September 17, 2011 | Unregistered CommenterGRUMPY Crump

I find the whole 'reckless cyclists' cant tiresome from drivers, who don't know better, and from cyclists, who should. You perceive them as more reckless than I do, but never mind that; there are likely a similar proportion of personality types on bikes as behind steering wheels. Me, I'd rather be hit by a bike, thanks.,

September 18, 2011 | Unregistered CommenterMr.S.

Sad but I believe like Todd that offensive-uncivil behavior became a broader problem with the incredible growth of the car culture and the emphasis on faster muscle cars. With mass transit replaced with higher horsepower and the anonymous status of driver with the "power of the pedal", sidewalk-personal civility was replaced with incivility which spread like a virus on our public pathways.
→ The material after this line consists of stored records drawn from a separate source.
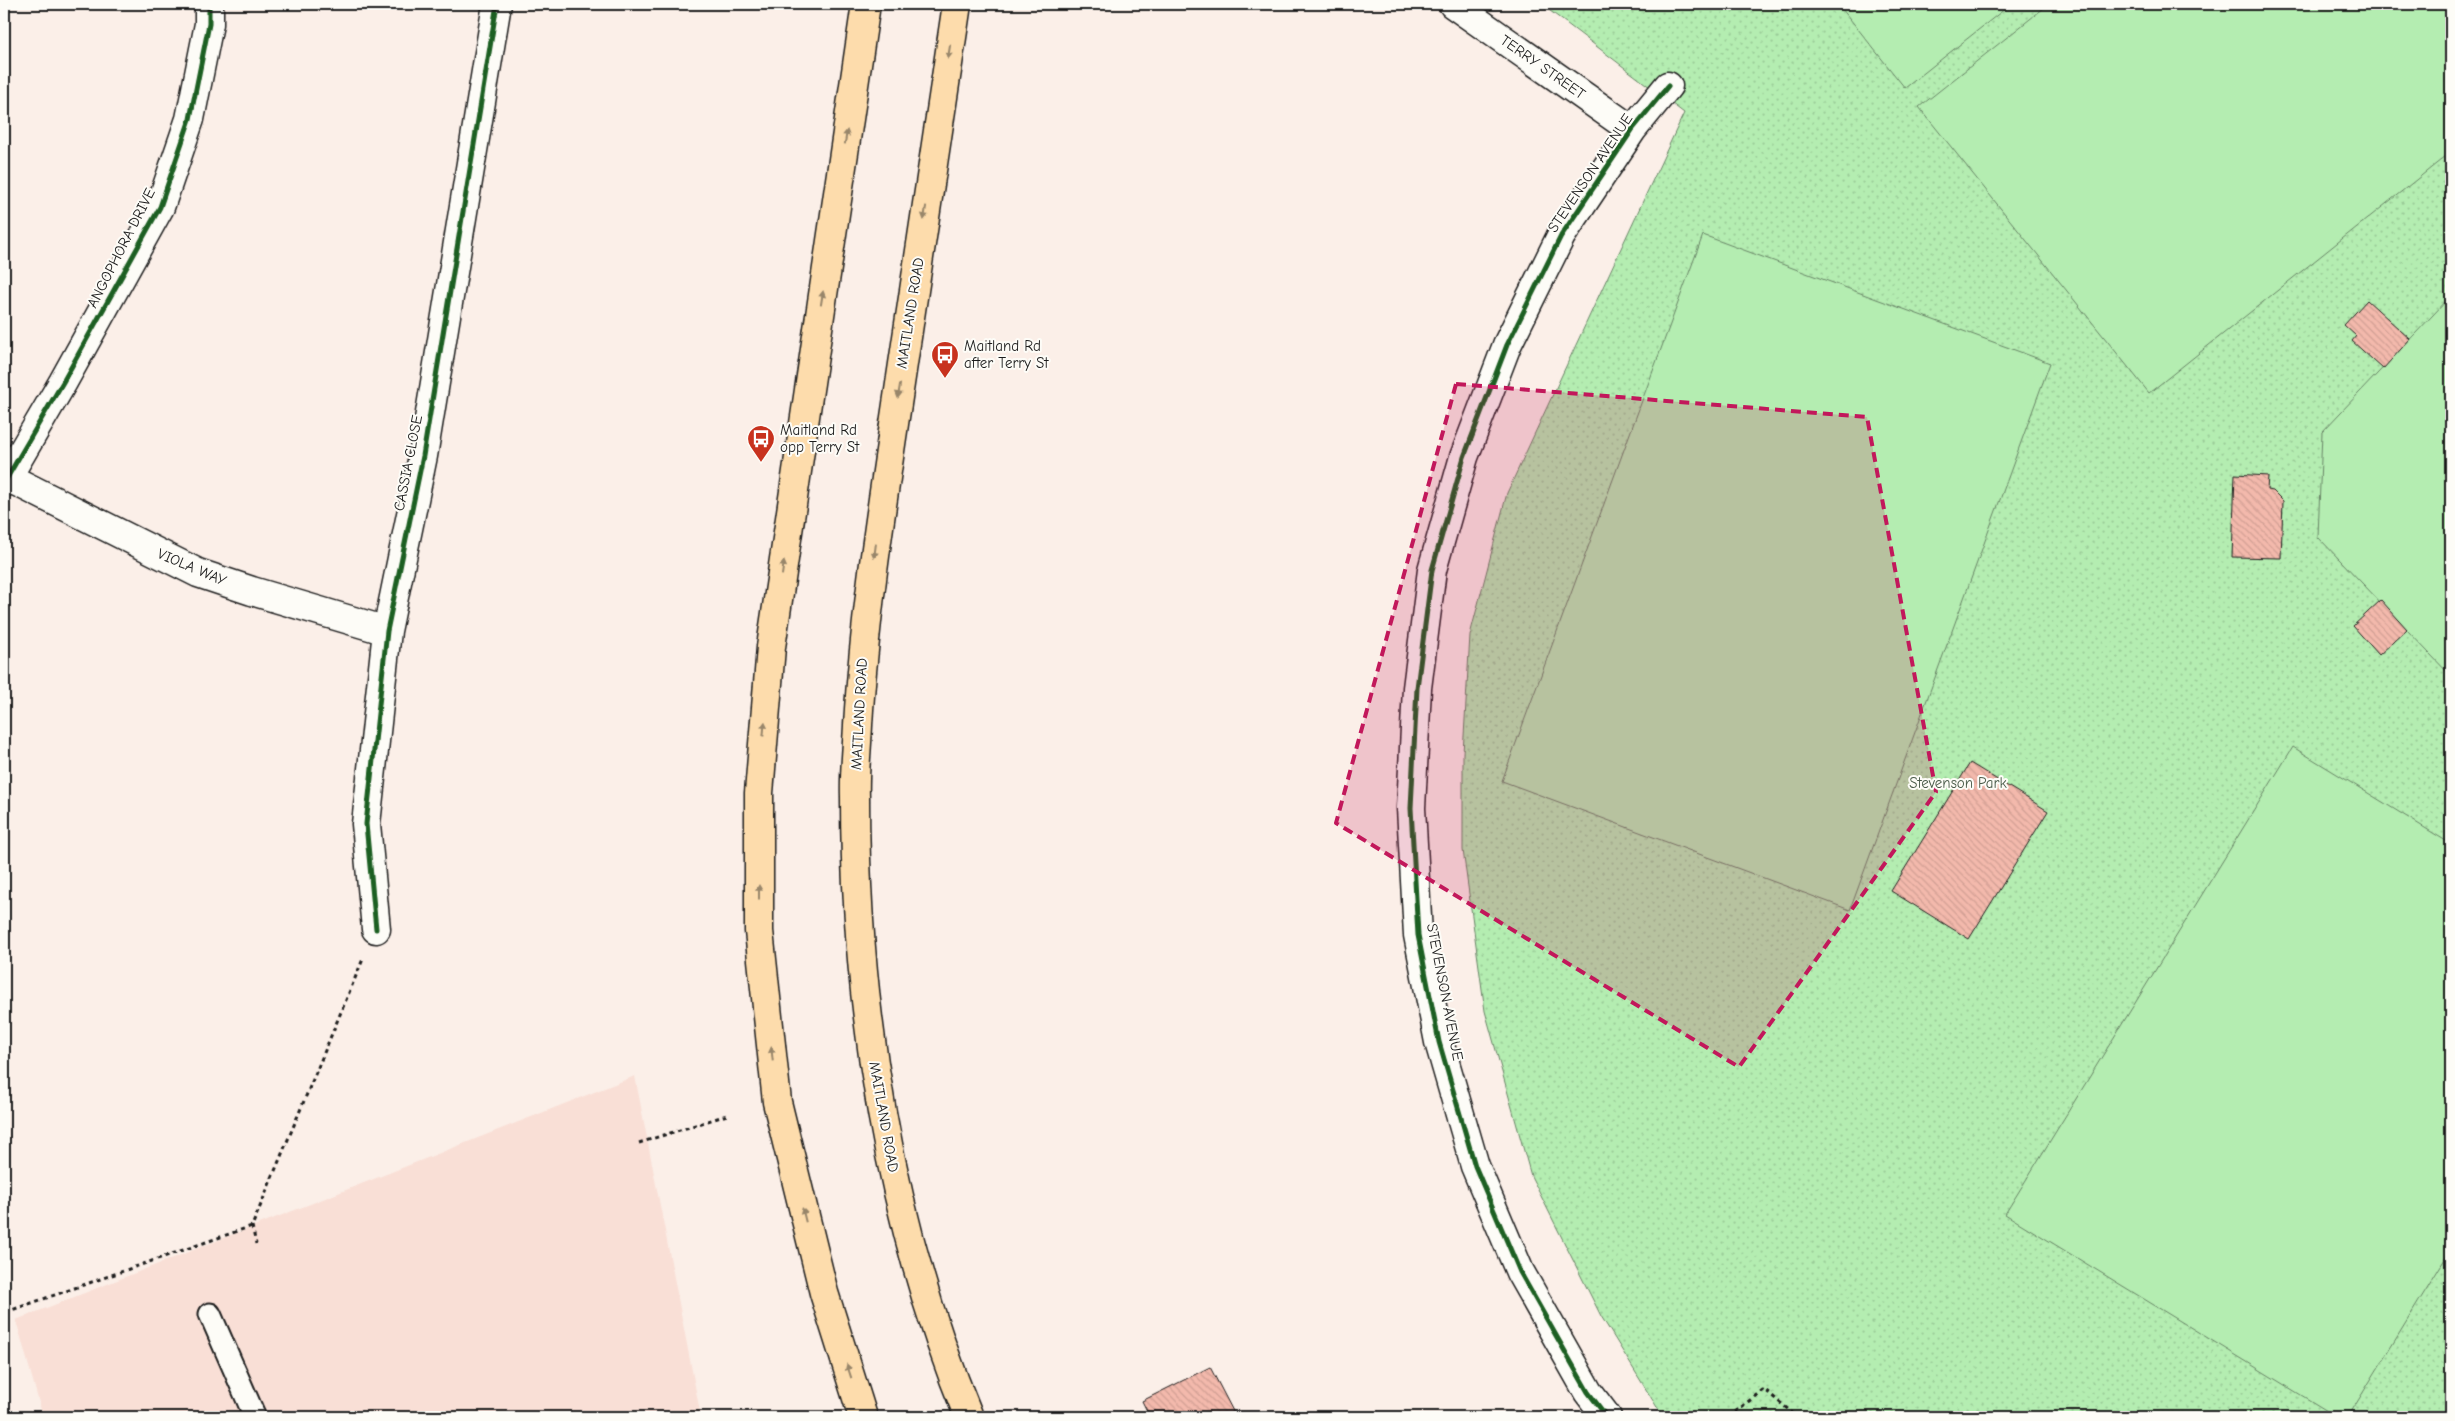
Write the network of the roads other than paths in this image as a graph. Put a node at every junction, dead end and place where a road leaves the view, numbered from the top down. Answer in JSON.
{"nodes":[{"id":1,"x":209,"y":4,"type":"edge"},
{"id":2,"x":497,"y":4,"type":"edge"},
{"id":3,"x":866,"y":4,"type":"edge"},
{"id":4,"x":956,"y":4,"type":"edge"},
{"id":5,"x":1453,"y":4,"type":"edge"},
{"id":6,"x":1668,"y":86,"type":"dead end"},
{"id":7,"x":1632,"y":130,"type":"junction"},
{"id":8,"x":6,"y":480,"type":"edge"},
{"id":9,"x":387,"y":631,"type":"junction"},
{"id":10,"x":376,"y":929,"type":"road end"},
{"id":11,"x":210,"y":1314,"type":"dead end"},
{"id":12,"x":255,"y":1417,"type":"edge"},
{"id":13,"x":863,"y":1417,"type":"edge"},
{"id":14,"x":969,"y":1417,"type":"edge"},
{"id":15,"x":1607,"y":1417,"type":"edge"}],
"edges":[{"from":1,"to":8,"type":"street","name":"ANGOPHORA DRIVE"},
{"from":2,"to":9,"type":"street","name":"CASSIA CLOSE"},
{"from":13,"to":3,"type":"main road","one_way":true},
{"from":4,"to":14,"type":"main road","name":"MAITLAND ROAD","one_way":true},
{"from":5,"to":7,"type":"street","name":"TERRY STREET"},
{"from":6,"to":7,"type":"street","name":"STEVENSON AVENUE"},
{"from":7,"to":15,"type":"street","name":"STEVENSON AVENUE"},
{"from":8,"to":9,"type":"street","name":"VIOLA WAY"},
{"from":9,"to":10,"type":"street","name":"CASSIA CLOSE"},
{"from":11,"to":12,"type":"lane"}]}
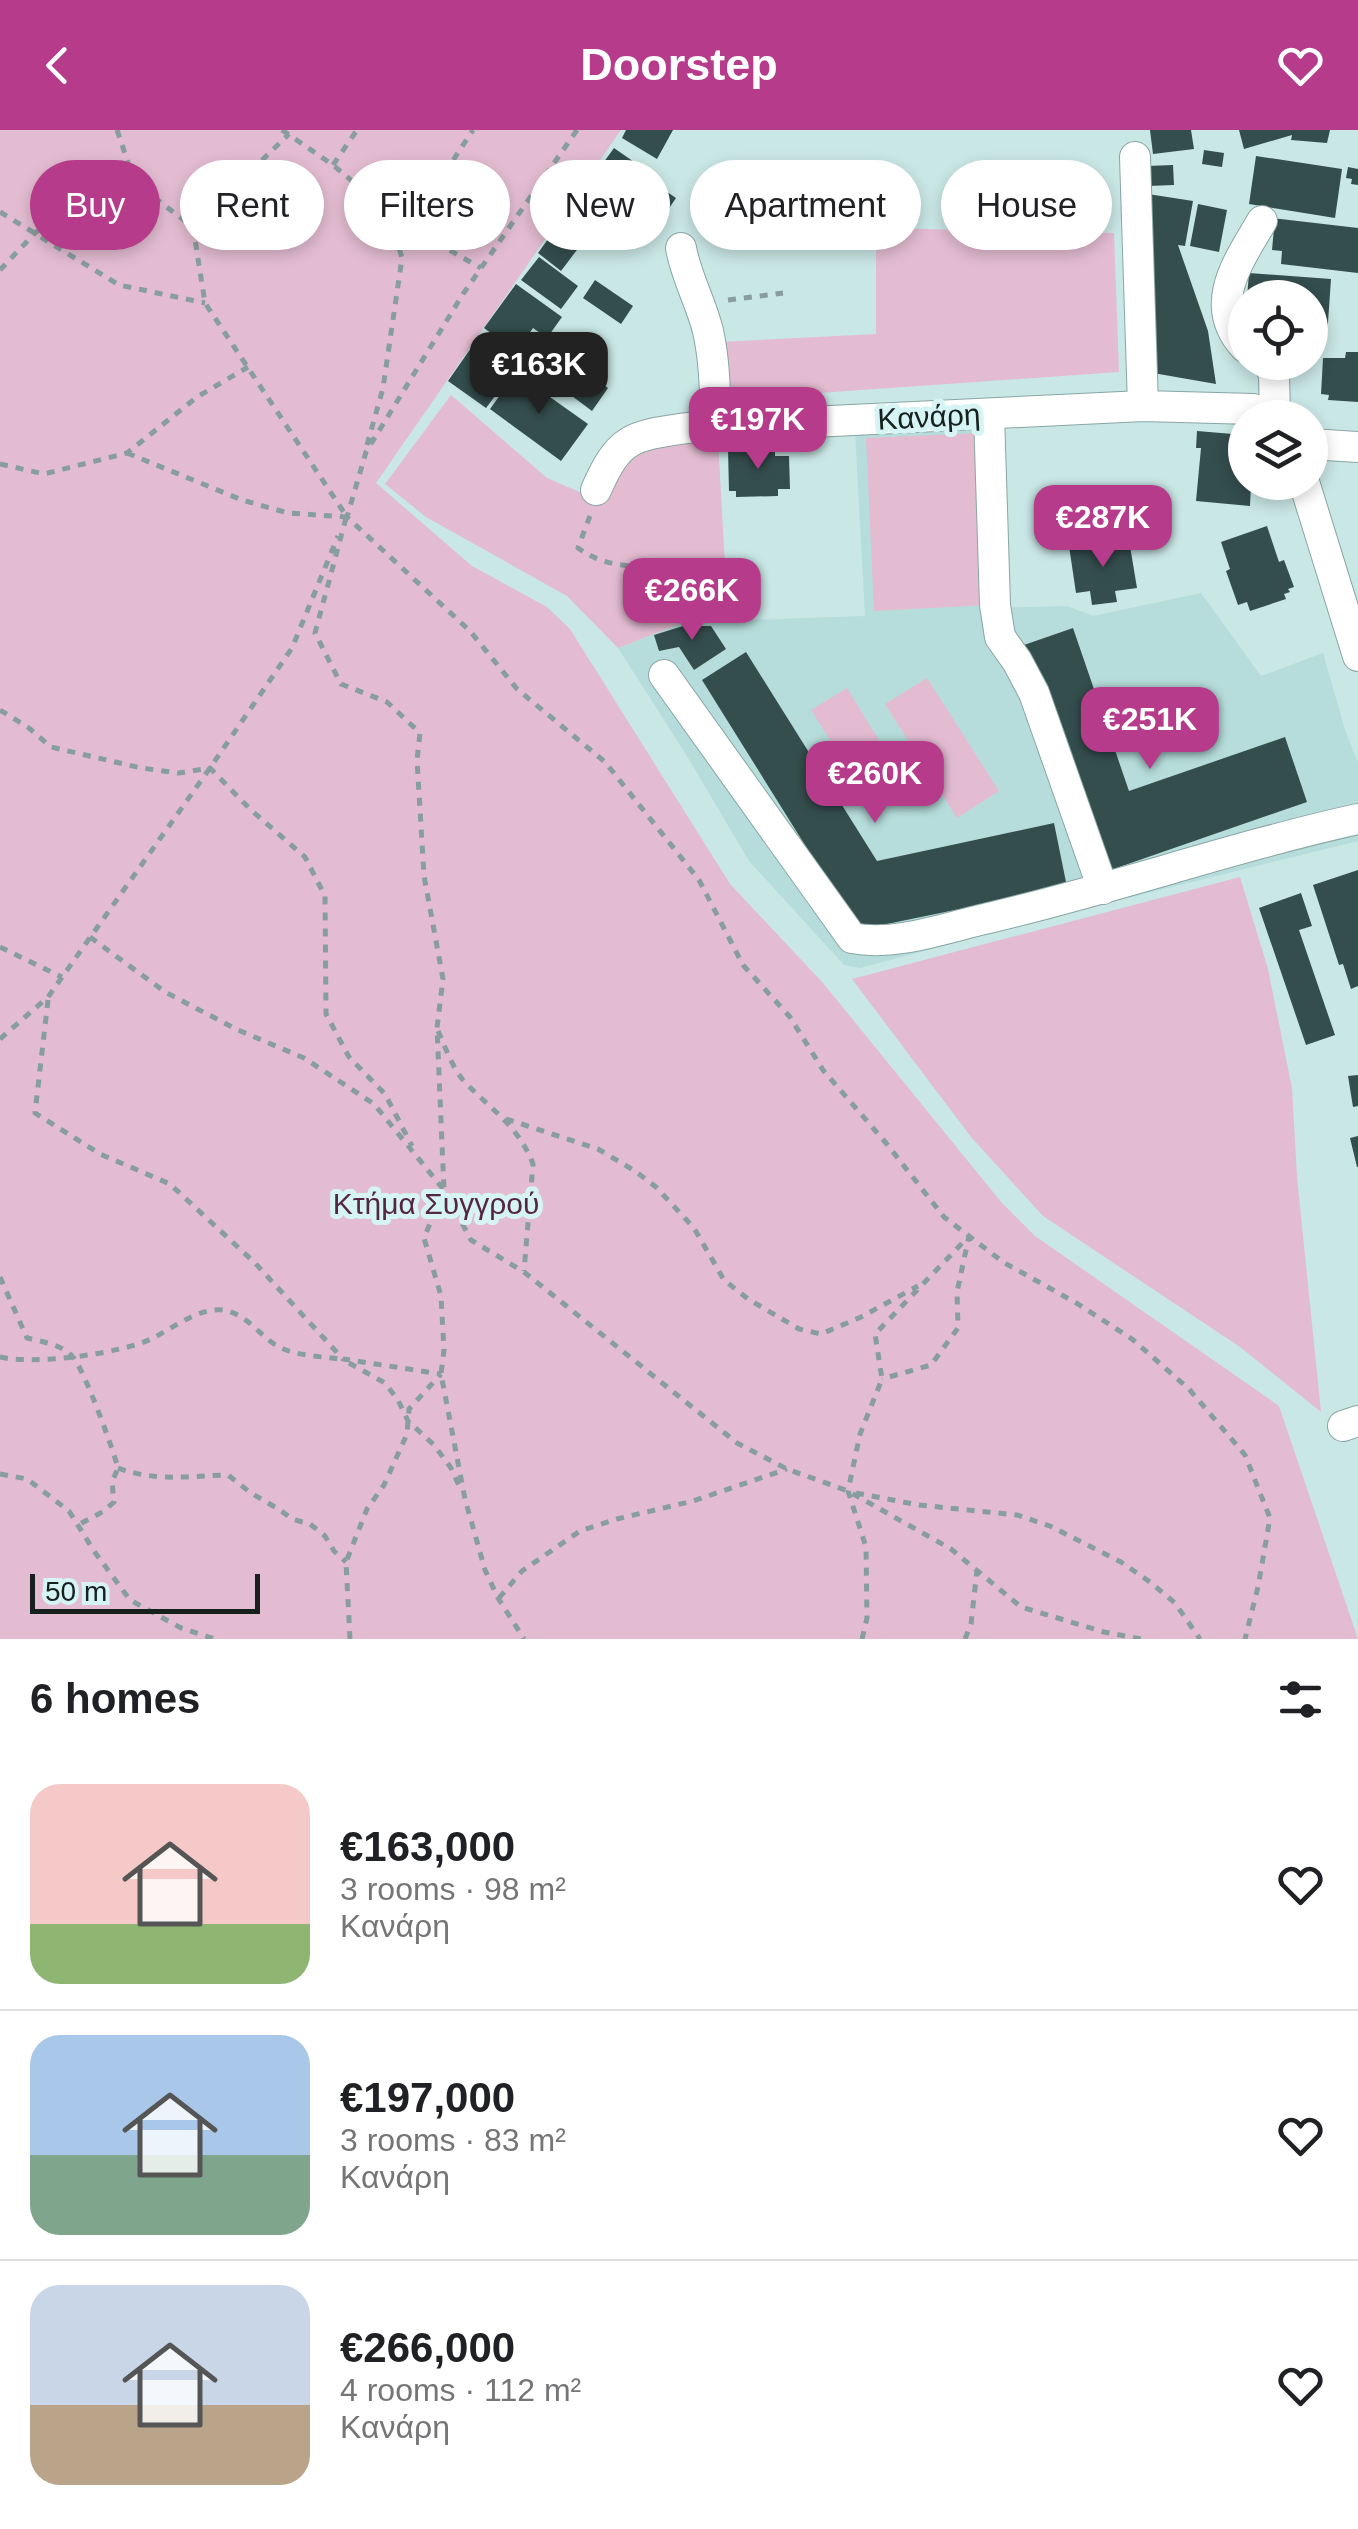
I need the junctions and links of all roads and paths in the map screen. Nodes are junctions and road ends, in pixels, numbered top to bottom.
1 (117, 130) edge
2 (357, 130) edge
3 (473, 130) edge
4 (577, 130) edge
5 (286, 132) edge
6 (1135, 157) dead end
7 (128, 160) edge
8 (259, 160) edge
9 (453, 160) edge
10 (333, 165) junction
11 (344, 174) edge
12 (160, 202) edge
13 (0, 212) edge
14 (180, 218) edge
15 (1262, 221) dead end
16 (30, 230) edge
17 (30, 238) edge
18 (681, 248) dead end
19 (63, 250) edge
20 (196, 250) edge
21 (400, 250) edge
22 (449, 250) edge
23 (480, 268) junction
24 (0, 270) edge
25 (1231, 280) edge
26 (1228, 286) edge
27 (783, 293) dead end
28 (205, 304) junction
29 (702, 310) junction
30 (1228, 318) edge
31 (248, 367) junction
32 (1143, 406) junction
33 (1228, 408) edge
34 (989, 414) junction
35 (716, 426) junction
36 (1328, 445) edge
37 (1358, 447) edge
38 (127, 452) junction
39 (0, 464) edge
40 (596, 490) dead end
41 (1310, 500) edge
42 (347, 517) junction
43 (578, 548) dead end
44 (703, 585) dead end
45 (1358, 656) edge
46 (664, 675) dead end
47 (0, 710) edge
48 (210, 768) junction
49 (1358, 819) edge
50 (1103, 888) junction
51 (90, 937) junction
52 (0, 947) edge
53 (62, 977) junction
54 (48, 997) junction
55 (437, 1028) junction
56 (0, 1039) edge
57 (506, 1120) junction
58 (418, 1159) junction
59 (444, 1190) junction
60 (969, 1236) junction
61 (524, 1272) junction
62 (0, 1277) edge
63 (922, 1284) junction
64 (0, 1356) edge
65 (75, 1357) junction
66 (343, 1359) junction
67 (441, 1374) junction
68 (882, 1378) junction
69 (408, 1420) junction
70 (118, 1468) junction
71 (786, 1469) junction
72 (0, 1474) edge
73 (848, 1491) junction
74 (465, 1500) junction
75 (78, 1524) junction
76 (346, 1562) junction
77 (977, 1570) junction
78 (498, 1598) junction
79 (215, 1639) edge
80 (350, 1639) edge
81 (524, 1639) edge
82 (862, 1639) edge
83 (965, 1639) edge
84 (1140, 1639) edge
85 (1200, 1639) edge
86 (1244, 1639) edge

1 - 7 path
2 - 10 path
3 - 9 path
4 - 23 path
5 - 8 path
5 - 10 path
6 - 32 street
10 - 11 path
12 - 14 path
13 - 16 path
15 - 25 street
17 - 24 path
18 - 29 street
19 - 28 path
20 - 28 path
21 - 42 path
22 - 23 path
23 - 42 path
26 - 30 street
27 - 29 path
28 - 31 path
29 - 35 street
31 - 38 path
31 - 42 path
32 - 33 street, Κανάρη
32 - 34 street, Κανάρη
34 - 35 street, Κανάρη
34 - 50 street
35 - 40 street, Κανάρη
36 - 37 street
38 - 39 path
38 - 42 path
41 - 45 street
42 - 48 path
42 - 55 path
42 - 60 path
43 - 44 path
46 - 50 street
47 - 48 path
48 - 51 path
48 - 58 path
49 - 50 street
51 - 53 path
51 - 58 path
52 - 53 path
53 - 54 path
54 - 56 path
54 - 66 path
55 - 57 path
55 - 59 path
57 - 61 path
57 - 63 path
58 - 59 path
59 - 61 path
59 - 67 path
60 - 63 path
60 - 68 path
60 - 86 path
61 - 71 path
62 - 65 path
63 - 68 path
64 - 65 path
65 - 66 path
65 - 70 path
66 - 67 path
66 - 69 path
67 - 69 path
67 - 74 path
68 - 73 path
69 - 74 path
69 - 76 path
70 - 75 path
70 - 76 path
71 - 73 path
71 - 78 path
72 - 75 path
73 - 77 path
73 - 82 path
73 - 85 path
74 - 78 path
75 - 79 path
76 - 80 path
77 - 83 path
77 - 84 path
78 - 81 path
As explained by Enrique Penalosa, "the essence of the conflict is between car and people,... we can have a city that is friendly to cars or friendly to people, we can't have both" http://www.streetfilms.org/interview-with-enrique-penalosa-long/

The cyclist-pedestrian problem should be solved by a better trained front line of law enforcement which needs to address these issues with a better balance of financing priorities.

A culture that has vulnerability and face-to-face interaction between street travelers will help reverse these ugly trends. Understandably we can never replace jerks and the ME attitude with saints but it will be easier to eliminate anti-social behavior with more social interaction.

September 18, 2011 | Unregistered CommenterJack

Yes, it is people that are jerks, not "drivers" or "cyclists" per se. That said, the only story of an injury in your post is one from a punch (already a crime). I'll take a jerk on a bike any day over a jerk in 2 tons of steel.